Restate all of the entries exactly, dropping any pictures they hold.

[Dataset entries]
• • • • •
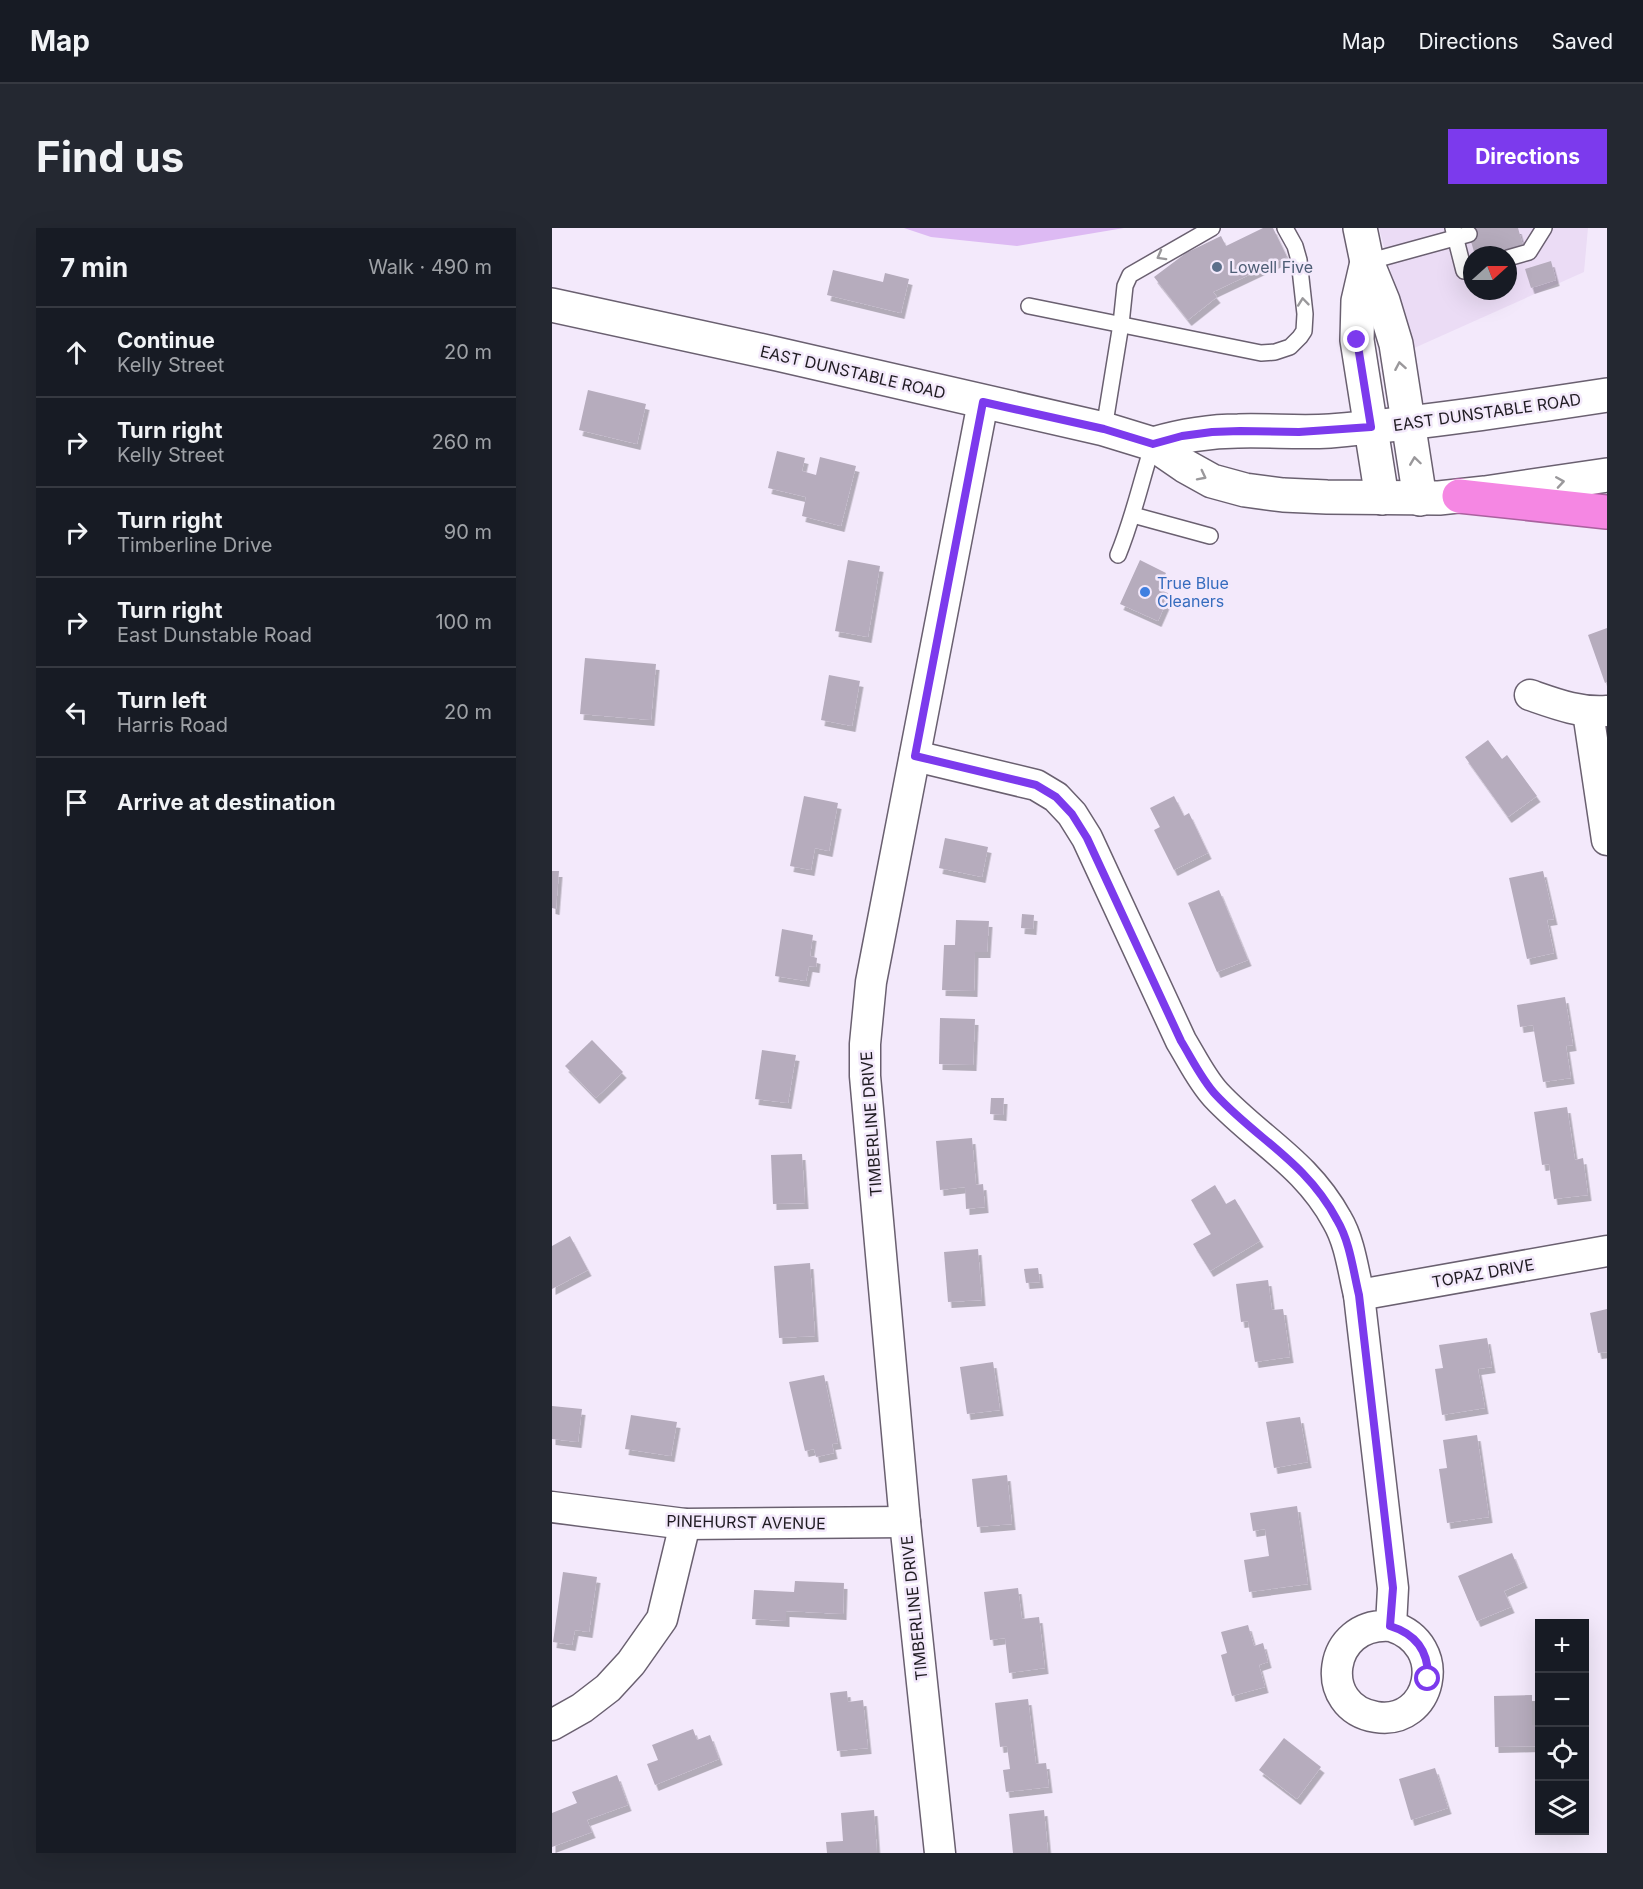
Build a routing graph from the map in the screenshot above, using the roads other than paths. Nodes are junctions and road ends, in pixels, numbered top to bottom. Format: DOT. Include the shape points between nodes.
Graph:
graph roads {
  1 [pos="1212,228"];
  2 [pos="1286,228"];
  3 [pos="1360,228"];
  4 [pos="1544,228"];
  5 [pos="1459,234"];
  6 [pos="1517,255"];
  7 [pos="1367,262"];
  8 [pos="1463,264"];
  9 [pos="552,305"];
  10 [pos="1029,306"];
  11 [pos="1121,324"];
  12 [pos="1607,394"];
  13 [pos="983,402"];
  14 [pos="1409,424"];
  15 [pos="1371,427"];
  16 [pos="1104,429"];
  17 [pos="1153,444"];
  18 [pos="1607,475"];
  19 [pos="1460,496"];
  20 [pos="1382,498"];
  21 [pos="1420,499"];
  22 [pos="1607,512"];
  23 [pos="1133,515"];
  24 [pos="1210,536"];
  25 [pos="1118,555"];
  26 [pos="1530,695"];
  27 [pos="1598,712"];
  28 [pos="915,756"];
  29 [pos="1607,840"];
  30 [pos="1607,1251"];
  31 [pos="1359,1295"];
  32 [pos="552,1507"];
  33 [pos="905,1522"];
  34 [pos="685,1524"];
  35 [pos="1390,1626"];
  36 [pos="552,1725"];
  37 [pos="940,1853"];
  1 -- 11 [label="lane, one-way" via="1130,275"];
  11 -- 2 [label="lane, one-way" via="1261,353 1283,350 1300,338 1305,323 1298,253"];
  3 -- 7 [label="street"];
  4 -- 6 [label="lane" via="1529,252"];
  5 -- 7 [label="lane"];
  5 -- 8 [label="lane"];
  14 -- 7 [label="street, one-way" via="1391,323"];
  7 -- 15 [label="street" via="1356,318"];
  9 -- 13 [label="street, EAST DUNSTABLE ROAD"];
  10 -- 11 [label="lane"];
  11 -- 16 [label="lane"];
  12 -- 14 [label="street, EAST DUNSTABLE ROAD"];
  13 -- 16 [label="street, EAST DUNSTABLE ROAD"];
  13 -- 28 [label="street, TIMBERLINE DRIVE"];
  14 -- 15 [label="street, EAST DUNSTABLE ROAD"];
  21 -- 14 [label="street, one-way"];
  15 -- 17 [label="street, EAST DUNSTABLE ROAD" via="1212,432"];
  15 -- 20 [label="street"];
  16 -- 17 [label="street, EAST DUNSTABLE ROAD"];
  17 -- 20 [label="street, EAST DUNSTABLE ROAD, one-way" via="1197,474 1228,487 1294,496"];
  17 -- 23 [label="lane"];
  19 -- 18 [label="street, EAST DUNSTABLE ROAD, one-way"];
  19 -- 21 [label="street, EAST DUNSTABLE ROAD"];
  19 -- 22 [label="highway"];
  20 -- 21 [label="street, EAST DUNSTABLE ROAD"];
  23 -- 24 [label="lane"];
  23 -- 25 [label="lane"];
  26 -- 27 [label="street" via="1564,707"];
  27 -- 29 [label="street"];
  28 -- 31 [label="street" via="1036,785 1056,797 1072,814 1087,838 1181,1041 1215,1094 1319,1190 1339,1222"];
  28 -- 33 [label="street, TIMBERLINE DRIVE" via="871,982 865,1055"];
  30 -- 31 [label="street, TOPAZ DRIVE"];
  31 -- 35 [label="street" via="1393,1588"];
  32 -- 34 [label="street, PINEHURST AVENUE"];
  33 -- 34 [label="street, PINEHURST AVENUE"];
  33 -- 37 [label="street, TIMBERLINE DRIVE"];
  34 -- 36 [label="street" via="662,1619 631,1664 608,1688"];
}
• • • • •
- Exercise result
Build a routing graph from the map in the screenshot above, using the roads other than paths. Nodes are junctions and road ends, in pixels, numbered top to bottom. Format: DOT. Include the shape points between nodes.
Graph:
graph roads {
  1 [pos="1212,228"];
  2 [pos="1286,228"];
  3 [pos="1360,228"];
  4 [pos="1544,228"];
  5 [pos="1459,234"];
  6 [pos="1517,255"];
  7 [pos="1367,262"];
  8 [pos="1463,264"];
  9 [pos="552,305"];
  10 [pos="1029,306"];
  11 [pos="1121,324"];
  12 [pos="1607,394"];
  13 [pos="983,402"];
  14 [pos="1409,424"];
  15 [pos="1371,427"];
  16 [pos="1104,429"];
  17 [pos="1153,444"];
  18 [pos="1607,475"];
  19 [pos="1460,496"];
  20 [pos="1382,498"];
  21 [pos="1420,499"];
  22 [pos="1607,512"];
  23 [pos="1133,515"];
  24 [pos="1210,536"];
  25 [pos="1118,555"];
  26 [pos="1530,695"];
  27 [pos="1598,712"];
  28 [pos="915,756"];
  29 [pos="1607,840"];
  30 [pos="1607,1251"];
  31 [pos="1359,1295"];
  32 [pos="552,1507"];
  33 [pos="905,1522"];
  34 [pos="685,1524"];
  35 [pos="1390,1626"];
  36 [pos="552,1725"];
  37 [pos="940,1853"];
  1 -- 11 [label="lane, one-way" via="1130,275"];
  11 -- 2 [label="lane, one-way" via="1261,353 1283,350 1300,338 1305,323 1298,253"];
  3 -- 7 [label="street"];
  4 -- 6 [label="lane" via="1529,252"];
  5 -- 7 [label="lane"];
  5 -- 8 [label="lane"];
  14 -- 7 [label="street, one-way" via="1391,323"];
  7 -- 15 [label="street" via="1356,318"];
  9 -- 13 [label="street, EAST DUNSTABLE ROAD"];
  10 -- 11 [label="lane"];
  11 -- 16 [label="lane"];
  12 -- 14 [label="street, EAST DUNSTABLE ROAD"];
  13 -- 16 [label="street, EAST DUNSTABLE ROAD"];
  13 -- 28 [label="street, TIMBERLINE DRIVE"];
  14 -- 15 [label="street, EAST DUNSTABLE ROAD"];
  21 -- 14 [label="street, one-way"];
  15 -- 17 [label="street, EAST DUNSTABLE ROAD" via="1212,432"];
  15 -- 20 [label="street"];
  16 -- 17 [label="street, EAST DUNSTABLE ROAD"];
  17 -- 20 [label="street, EAST DUNSTABLE ROAD, one-way" via="1197,474 1228,487 1294,496"];
  17 -- 23 [label="lane"];
  19 -- 18 [label="street, EAST DUNSTABLE ROAD, one-way"];
  19 -- 21 [label="street, EAST DUNSTABLE ROAD"];
  19 -- 22 [label="highway"];
  20 -- 21 [label="street, EAST DUNSTABLE ROAD"];
  23 -- 24 [label="lane"];
  23 -- 25 [label="lane"];
  26 -- 27 [label="street" via="1564,707"];
  27 -- 29 [label="street"];
  28 -- 31 [label="street" via="1036,785 1056,797 1072,814 1087,838 1181,1041 1215,1094 1319,1190 1339,1222"];
  28 -- 33 [label="street, TIMBERLINE DRIVE" via="871,982 865,1055"];
  30 -- 31 [label="street, TOPAZ DRIVE"];
  31 -- 35 [label="street" via="1393,1588"];
  32 -- 34 [label="street, PINEHURST AVENUE"];
  33 -- 34 [label="street, PINEHURST AVENUE"];
  33 -- 37 [label="street, TIMBERLINE DRIVE"];
  34 -- 36 [label="street" via="662,1619 631,1664 608,1688"];
}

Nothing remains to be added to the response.